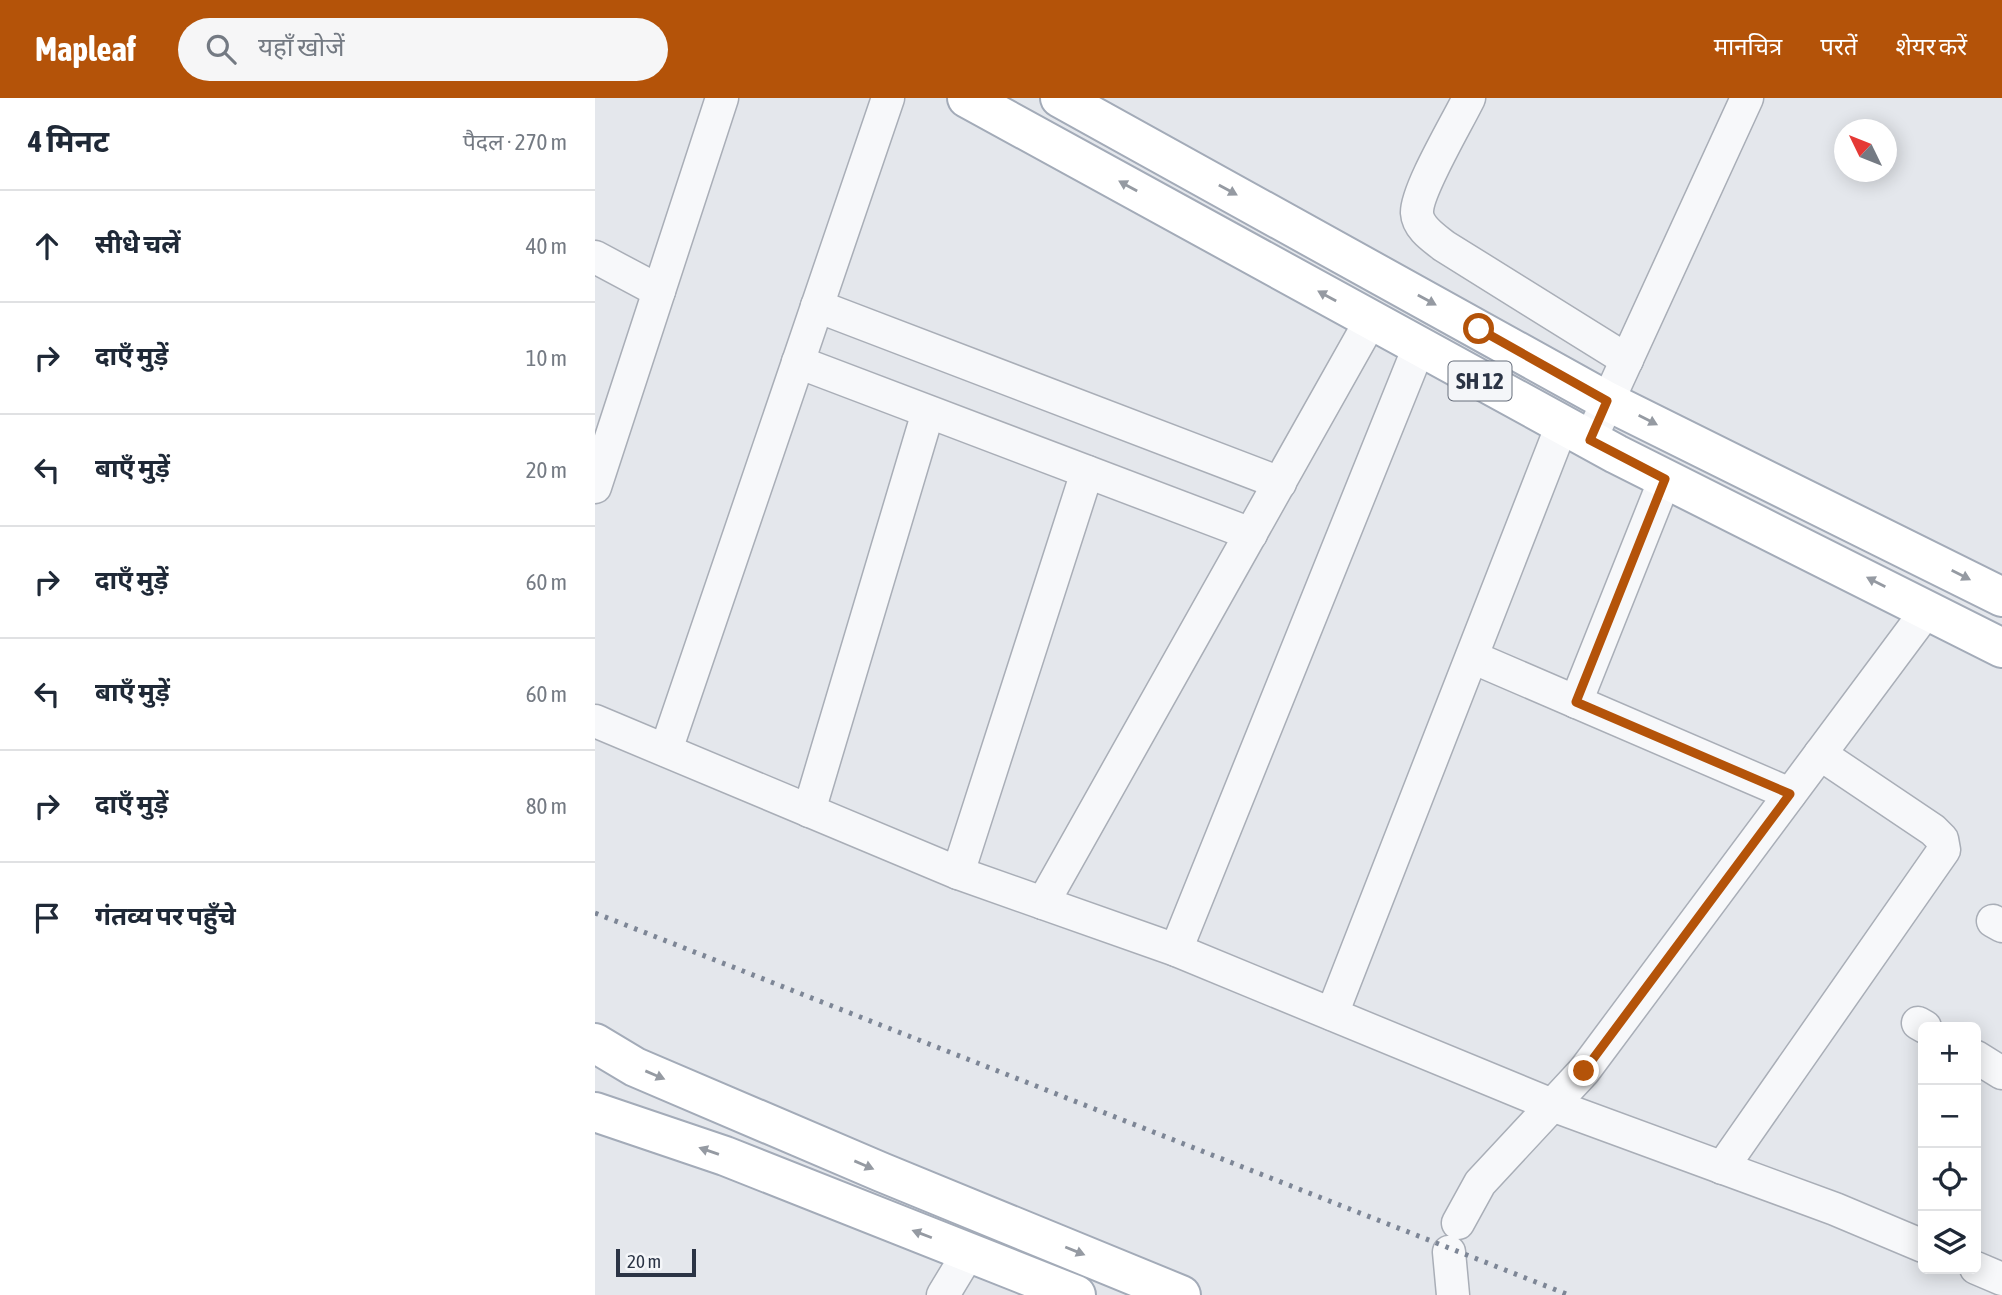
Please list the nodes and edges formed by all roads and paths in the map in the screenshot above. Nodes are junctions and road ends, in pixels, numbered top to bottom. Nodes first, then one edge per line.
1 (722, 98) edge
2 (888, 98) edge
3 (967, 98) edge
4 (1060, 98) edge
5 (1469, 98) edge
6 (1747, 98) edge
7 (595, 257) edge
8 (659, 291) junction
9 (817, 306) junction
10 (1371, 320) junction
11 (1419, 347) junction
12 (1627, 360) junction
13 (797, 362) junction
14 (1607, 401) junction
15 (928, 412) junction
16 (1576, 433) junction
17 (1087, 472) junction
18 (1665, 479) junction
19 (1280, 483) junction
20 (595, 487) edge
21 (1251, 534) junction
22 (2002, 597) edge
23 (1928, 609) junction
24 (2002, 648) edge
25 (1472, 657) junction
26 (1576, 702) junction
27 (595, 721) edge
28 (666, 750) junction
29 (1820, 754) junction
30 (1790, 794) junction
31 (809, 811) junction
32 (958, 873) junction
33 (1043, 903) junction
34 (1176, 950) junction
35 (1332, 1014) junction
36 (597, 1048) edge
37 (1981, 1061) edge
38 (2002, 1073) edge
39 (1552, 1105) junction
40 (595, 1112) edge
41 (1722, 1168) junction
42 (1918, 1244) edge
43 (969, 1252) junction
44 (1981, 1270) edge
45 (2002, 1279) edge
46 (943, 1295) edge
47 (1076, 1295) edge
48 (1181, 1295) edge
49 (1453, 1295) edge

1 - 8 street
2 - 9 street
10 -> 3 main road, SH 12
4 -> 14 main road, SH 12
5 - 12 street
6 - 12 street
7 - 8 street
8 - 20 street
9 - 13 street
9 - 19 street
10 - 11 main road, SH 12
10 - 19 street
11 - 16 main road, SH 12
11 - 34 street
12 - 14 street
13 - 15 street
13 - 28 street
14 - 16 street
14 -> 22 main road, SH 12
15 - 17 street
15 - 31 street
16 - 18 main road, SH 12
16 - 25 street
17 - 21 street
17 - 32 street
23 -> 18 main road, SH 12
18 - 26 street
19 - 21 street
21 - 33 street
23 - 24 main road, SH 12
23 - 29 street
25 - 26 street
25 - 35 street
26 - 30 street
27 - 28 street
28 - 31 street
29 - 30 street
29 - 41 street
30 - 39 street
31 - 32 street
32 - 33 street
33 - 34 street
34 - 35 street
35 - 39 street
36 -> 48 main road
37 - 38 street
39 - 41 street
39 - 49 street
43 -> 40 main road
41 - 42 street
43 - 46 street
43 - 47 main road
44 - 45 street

§

## What you are asked to do
Lines holding "main" are the ones to copy; find all of them in the listing.

## Exercise result
10 -> 3 main road, SH 12
4 -> 14 main road, SH 12
10 - 11 main road, SH 12
11 - 16 main road, SH 12
14 -> 22 main road, SH 12
16 - 18 main road, SH 12
23 -> 18 main road, SH 12
23 - 24 main road, SH 12
36 -> 48 main road
43 -> 40 main road
43 - 47 main road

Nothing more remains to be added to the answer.